North-South Corridor Conference

I represented the UK at the North-South Corridor Conference held in Lusaka on 6 and 7 April, attended by Presidents of Kenya, South Africa, Uganda and Zambia, and other Ministers from the region. The presidents, on behalf of their respective regional economic communities, announced plans to implement critical reforms to improve cross-border trade, reduce transport delays and costs, and promote public and private investment. For their part, donors agreed to provide $1.2 billion of funding to meet the costs of this comprehensive programme to upgrade road, rail, port and energy infrastructure. I announced the UK Government’s commitment of £100 million over five years towards this total.

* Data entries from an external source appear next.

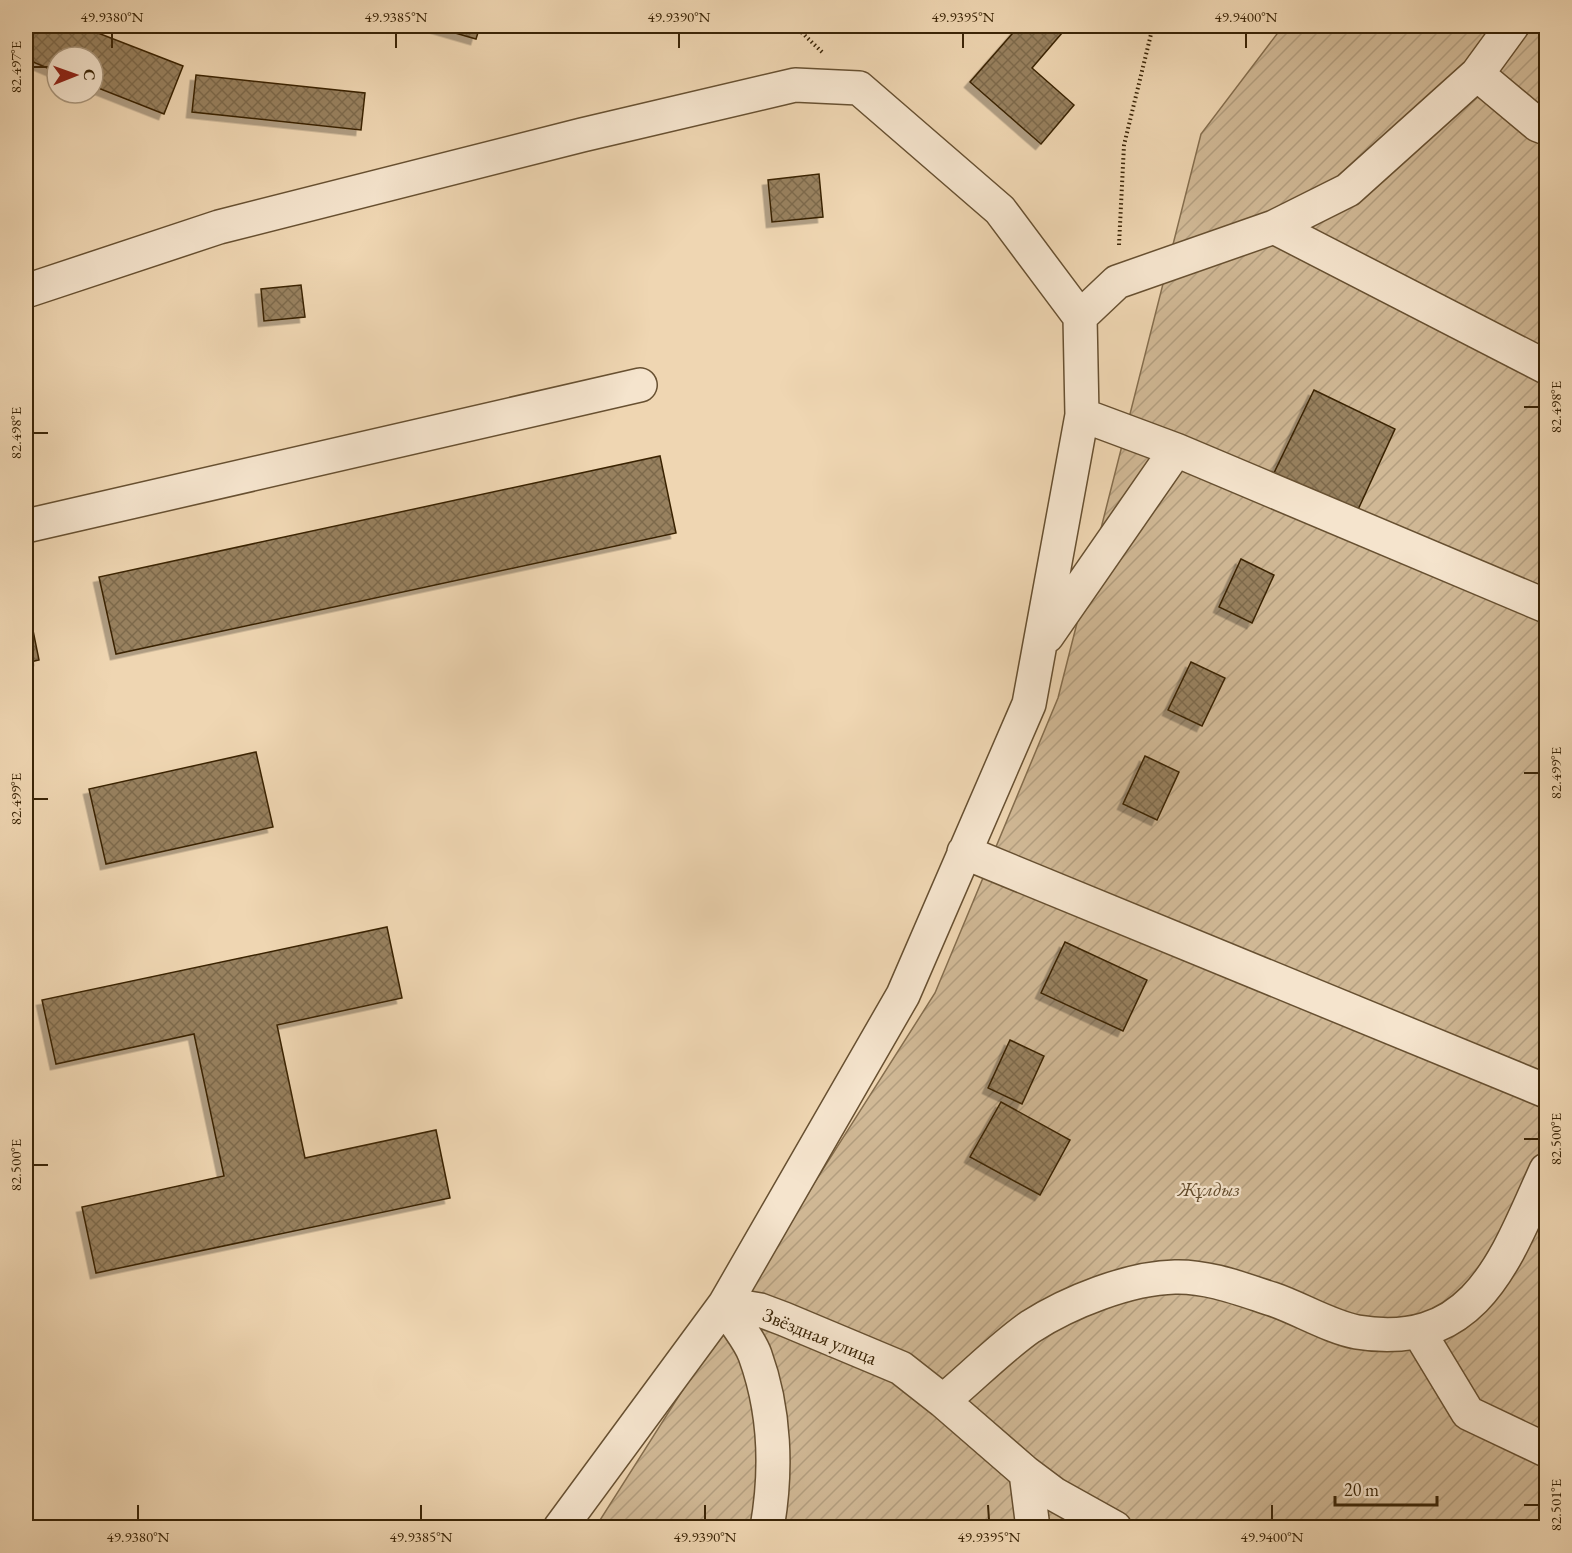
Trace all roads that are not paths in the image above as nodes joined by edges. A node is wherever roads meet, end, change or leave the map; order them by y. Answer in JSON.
{"nodes":[{"id":1,"x":1512,"y":26,"type":"edge"},
{"id":2,"x":1477,"y":74,"type":"junction"},
{"id":3,"x":1546,"y":128,"type":"edge"},
{"id":4,"x":1275,"y":227,"type":"junction"},
{"id":5,"x":26,"y":291,"type":"edge"},
{"id":6,"x":1080,"y":317,"type":"junction"},
{"id":7,"x":1546,"y":367,"type":"edge"},
{"id":8,"x":640,"y":386,"type":"dead end"},
{"id":9,"x":1082,"y":415,"type":"junction"},
{"id":10,"x":1176,"y":450,"type":"junction"},
{"id":11,"x":26,"y":526,"type":"edge"},
{"id":12,"x":1546,"y":606,"type":"edge"},
{"id":13,"x":1042,"y":643,"type":"junction"},
{"id":14,"x":964,"y":852,"type":"junction"},
{"id":15,"x":1546,"y":1091,"type":"edge"},
{"id":16,"x":1546,"y":1170,"type":"edge"},
{"id":17,"x":1536,"y":1222,"type":"edge"},
{"id":18,"x":724,"y":1304,"type":"junction"},
{"id":19,"x":1419,"y":1332,"type":"junction"},
{"id":20,"x":943,"y":1401,"type":"junction"},
{"id":21,"x":1546,"y":1450,"type":"edge"},
{"id":22,"x":1026,"y":1473,"type":"junction"},
{"id":23,"x":560,"y":1527,"type":"edge"},
{"id":24,"x":767,"y":1527,"type":"edge"},
{"id":25,"x":1033,"y":1527,"type":"edge"},
{"id":26,"x":1115,"y":1527,"type":"edge"}],
"edges":[{"from":1,"to":2,"type":"street"},
{"from":2,"to":3,"type":"street"},
{"from":2,"to":4,"type":"street"},
{"from":4,"to":6,"type":"street"},
{"from":4,"to":7,"type":"street"},
{"from":5,"to":6,"type":"street"},
{"from":6,"to":9,"type":"street"},
{"from":8,"to":11,"type":"street"},
{"from":9,"to":10,"type":"street"},
{"from":9,"to":13,"type":"street"},
{"from":10,"to":12,"type":"street"},
{"from":10,"to":13,"type":"street"},
{"from":13,"to":14,"type":"street"},
{"from":14,"to":15,"type":"street"},
{"from":14,"to":18,"type":"street"},
{"from":16,"to":17,"type":"street"},
{"from":17,"to":19,"type":"street"},
{"from":18,"to":20,"type":"street","name":"Звёздная улица"},
{"from":18,"to":23,"type":"street"},
{"from":18,"to":24,"type":"street"},
{"from":19,"to":20,"type":"street"},
{"from":19,"to":21,"type":"street"},
{"from":20,"to":22,"type":"street","name":"Звёздная улица"},
{"from":22,"to":25,"type":"street"},
{"from":22,"to":26,"type":"street","name":"Звёздная улица"}]}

The North-South Corridor programme will upgrade 4,000 km of road—the equivalent to the road distance between Barcelona and Athens—and rehabilitate 600 km of rail track. It will work with the Governments of Tanzania, DRC, Zambia, Malawi, Botswana, Zimbabwe, Mozambique and South Africa to remove red tape, allowing a greater and quicker flow of goods regionally and internationally. Power supply and transmission in the region will also improve with new investments accelerating the generation of 35GW of new power capacity through the Southern African Power Pool (SAPP) region by 2015.

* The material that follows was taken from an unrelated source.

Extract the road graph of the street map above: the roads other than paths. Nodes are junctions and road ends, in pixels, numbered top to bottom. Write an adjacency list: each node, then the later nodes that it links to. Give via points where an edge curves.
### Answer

The North-South Corridor programme is an innovative aid for trade initiative that could offer a model for increasing trade and deepening regional integration in Africa. It is consistent with the recent G20 agreements to ensure more open trading, continued investment flows to developing countries, and well-financed trade. Investing in both the physical infrastructure along the North-South Corridor and cutting bureaucratic red tape between these countries will improve trading and investment opportunities in the region and increase prospects for generating growth, creating jobs and reducing poverty. In an economic downturn, it is vital that economies are kept moving and the North-South Corridor will play a vital role in opening up trade in Africa through improved transport infrastructure, more efficient borders and reliable energy supplies.

Justice

Freedom of Information Act 2000 (Quarterly Monitoring Statistics)

Today I have deposited copies of the “Freedom of Information Act 2000—Statistics on Implementation in Central Government: Q4—October-December 2008” in the Libraries of both Houses. Copies are also available in the Vote Office and the Printed Paper Office.

This is the quarterly monitoring statistics report analysing the performance of central Government in the fourth full year of freedom of information.